Our position: grey box is almost always the right default. It reflects the most realistic threat scenario -- an attacker with initial access, stolen credentials, or insider knowledge -- and delivers the best value for testing budget. Black box wastes time on reconnaissance that duplicates what a real attacker would acquire quickly through OSINT or credential theft.
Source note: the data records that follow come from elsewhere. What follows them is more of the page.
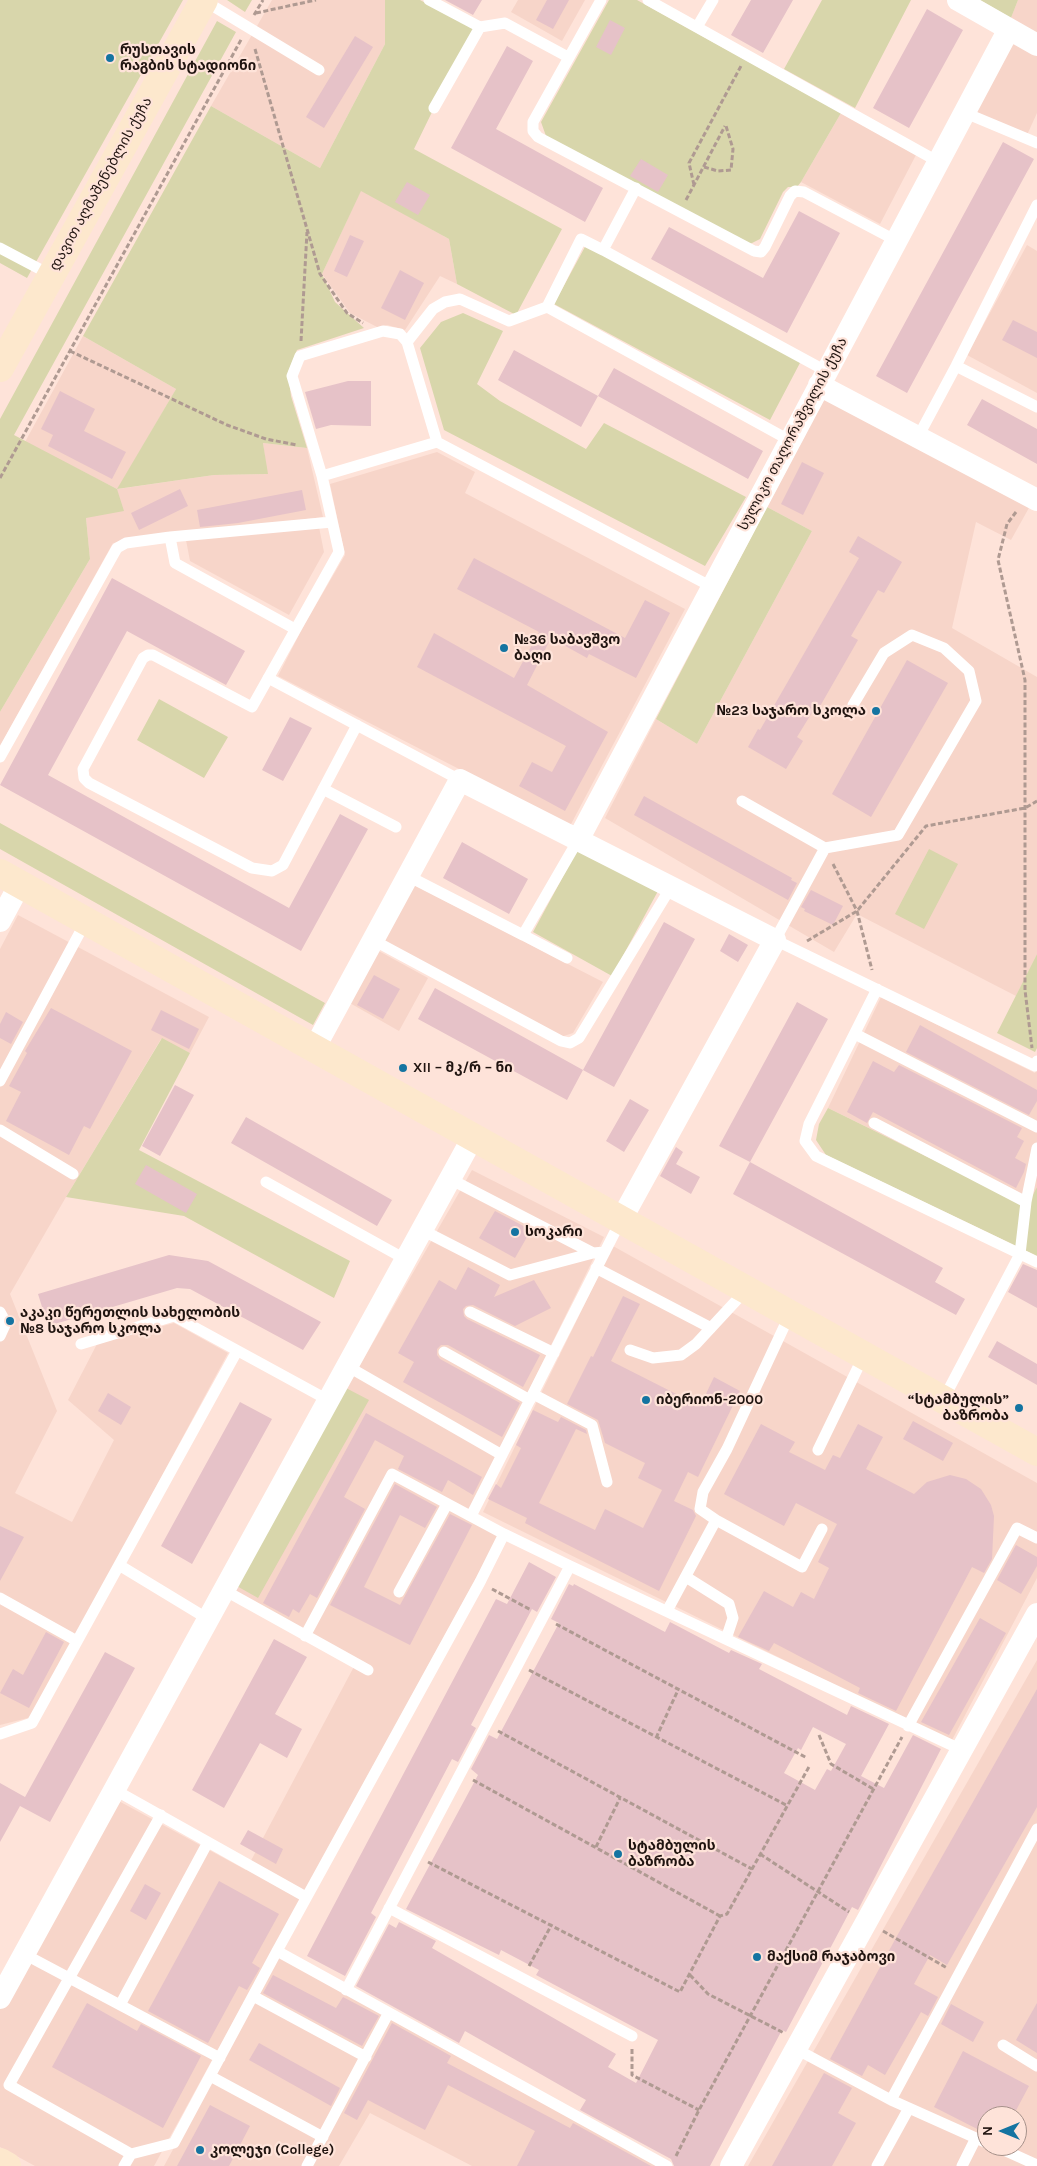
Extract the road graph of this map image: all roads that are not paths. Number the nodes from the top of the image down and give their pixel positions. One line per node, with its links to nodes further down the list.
1 (204, 0): 12 (lane); 22 (street, დავით აღმაშენებლის ქუჩა)
2 (429, 0): 7 (lane)
3 (601, 0): 11 (lane)
4 (648, 0): 8 (lane)
5 (713, 0): 8 (lane)
6 (958, 0): 9 (street)
7 (480, 27): 11 (lane); 13 (lane)
8 (697, 27): 16 (lane)
9 (1009, 29): 10 (street); 14 (street, სულიკო თაღორაშვილის ქუჩა)
10 (1037, 45)
11 (568, 57): 17 (lane)
12 (319, 70)
13 (434, 108)
14 (963, 112): 15 (lane); 16 (street, სულიკო თაღორაშვილის ქუჩა)
15 (1037, 143)
16 (938, 161): 19 (street, სულიკო თაღორაშვილის ქუჩა)
17 (636, 188): 19 (lane); 21 (lane)
18 (1037, 205): 25 (lane)
19 (895, 240): 27 (street, სულიკო თაღორაშვილის ქუჩა)
20 (0, 248): 22 (lane)
21 (603, 250): 23 (lane); 27 (lane)
22 (50, 275): 26 (street, დავით აღმაშენებლის ქუჩა)
23 (547, 307): 24 (lane); 30 (lane)
24 (407, 342): 31 (lane); 32 (lane)
25 (956, 366): 28 (lane); 29 (lane)
26 (0, 368)
27 (823, 378): 29 (street); 30 (street, სულიკო თაღორაშვილის ქუჩა)
28 (1037, 408)
29 (918, 437): 33 (street)
30 (789, 440): 36 (street, სულიკო თაღორაშვილის ქუჩა)
31 (437, 442): 32 (lane); 36 (lane)
32 (322, 476): 34 (lane)
33 (1033, 498)
34 (332, 522): 35 (lane); 37 (lane)
35 (170, 537): 37 (lane); 41 (lane)
36 (712, 587): 46 (street, სულიკო თაღორაშვილის ქუჩა)
37 (295, 629): 38 (lane)
38 (268, 678): 40 (lane); 43 (lane)
39 (852, 705): 47 (lane)
40 (357, 725): 42 (lane); 43 (lane)
41 (0, 757)
42 (460, 780): 46 (street); 48 (street)
43 (323, 788): 45 (lane)
44 (742, 801): 47 (lane)
45 (396, 827)
46 (578, 840): 50 (street); 53 (lane)
47 (825, 848): 55 (lane)
48 (408, 876): 53 (lane); 54 (street)
49 (10, 879): 51 (street); 52 (street)
50 (670, 886): 54 (lane); 55 (street)
51 (0, 921)
52 (86, 922): 59 (street); 61 (lane)
53 (523, 935): 56 (lane)
54 (373, 940): 59 (street)
55 (785, 944): 57 (lane); 71 (street)
56 (567, 958)
57 (877, 990): 58 (lane); 60 (lane)
58 (855, 1034): 63 (lane); 74 (lane)
59 (314, 1048): 65 (street)
60 (1036, 1064)
61 (0, 1081)
62 (874, 1123): 70 (lane)
63 (1037, 1128)
64 (0, 1130): 67 (lane)
65 (473, 1137): 68 (street); 71 (street)
66 (1037, 1148): 70 (lane)
67 (73, 1174)
68 (450, 1179): 72 (street); 73 (lane)
69 (266, 1182): 75 (lane)
70 (1026, 1202): 74 (lane)
71 (621, 1220): 73 (lane); 78 (street)
72 (422, 1230): 73 (lane); 75 (street)
73 (599, 1252): 77 (lane)
74 (1020, 1254): 76 (lane); 93 (lane)
75 (406, 1259): 90 (street)
76 (1037, 1262)
77 (596, 1268): 82 (lane); 88 (lane)
78 (746, 1290): 81 (street); 82 (lane)
79 (0, 1312): 83 (lane)
80 (470, 1312): 88 (lane)
81 (790, 1314): 89 (street); 100 (lane)
82 (711, 1328): 86 (lane)
83 (0, 1336)
84 (81, 1344): 85 (lane)
85 (237, 1350): 92 (lane); 104 (lane)
86 (630, 1350)
87 (444, 1352): 91 (lane)
88 (554, 1353): 91 (lane)
89 (864, 1355): 93 (street); 94 (lane)
90 (347, 1366): 92 (street); 96 (lane)
91 (531, 1397): 96 (lane); 97 (lane)
92 (328, 1400): 107 (street)
93 (943, 1400): 95 (street)
94 (818, 1450)
95 (1037, 1452)
96 (502, 1455): 99 (lane)
97 (608, 1482)
98 (447, 1504): 99 (lane); 108 (lane); 113 (lane)
99 (471, 1516): 102 (lane)
100 (716, 1520): 101 (lane); 106 (lane)
101 (822, 1529)
102 (504, 1534): 105 (lane); 124 (lane)
103 (1037, 1538): 117 (lane)
104 (119, 1566): 112 (lane); 115 (lane)
105 (570, 1566): 110 (lane); 125 (lane)
106 (686, 1577): 110 (lane); 114 (lane)
107 (224, 1590): 112 (street); 113 (lane)
108 (399, 1592)
109 (0, 1598): 115 (lane)
110 (667, 1610): 114 (lane)
111 (1037, 1614): 119 (street)
112 (208, 1619): 120 (street)
113 (305, 1636): 116 (lane)
114 (726, 1639): 117 (lane)
115 (77, 1641): 118 (lane)
116 (368, 1670)
117 (908, 1726): 119 (lane)
118 (0, 1734)
119 (962, 1750): 135 (street)
120 (114, 1790): 121 (lane); 127 (street)
121 (161, 1815): 123 (lane); 128 (lane)
122 (1037, 1829): 141 (lane)
123 (208, 1842): 124 (lane); 132 (lane)
124 (306, 1897): 126 (lane)
125 (389, 1908): 129 (lane); 134 (lane)
126 (276, 1951): 129 (lane); 130 (lane)
127 (24, 1954): 128 (lane); 131 (street)
128 (69, 1978): 132 (lane); 146 (lane)
129 (346, 1990): 133 (lane)
130 (254, 1996): 137 (lane); 138 (lane)
131 (0, 1998)
132 (120, 2005): 138 (lane)
133 (388, 2014): 137 (lane); 149 (lane)
134 (632, 2036)
135 (798, 2045): 141 (lane); 154 (street)
136 (1003, 2045): 139 (lane)
137 (366, 2057): 143 (lane)
138 (220, 2058): 140 (lane)
139 (1037, 2066)
140 (210, 2076): 143 (lane); 146 (lane)
141 (891, 2100): 142 (lane)
142 (909, 2108): 144 (lane); 155 (lane)
143 (323, 2137): 153 (lane)
144 (977, 2138)
145 (977, 2146): 156 (lane)
146 (131, 2154): 152 (lane)
147 (1017, 2156): 150 (lane)
148 (0, 2162): 151 (street)
149 (671, 2162)
150 (1037, 2165)
151 (7, 2166)
152 (124, 2166)
153 (307, 2166)
154 (731, 2166)
155 (877, 2166)
156 (962, 2166)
White box is appropriate for specific scenarios like source code review or pre-deployment testing.

04 / Automated scanning versus manual testing

Scanners find known vulnerabilities. Testers find what matters.

The distinction between automated vulnerability scanning and manual penetration testing is foundational, yet frequently blurred by providers who deliver scanner output repackaged as manual testing. Both are necessary. Neither is sufficient alone. Manual pen testing has uncovered nearly 2,000 times more unique security vulnerabilities than automated scans alone.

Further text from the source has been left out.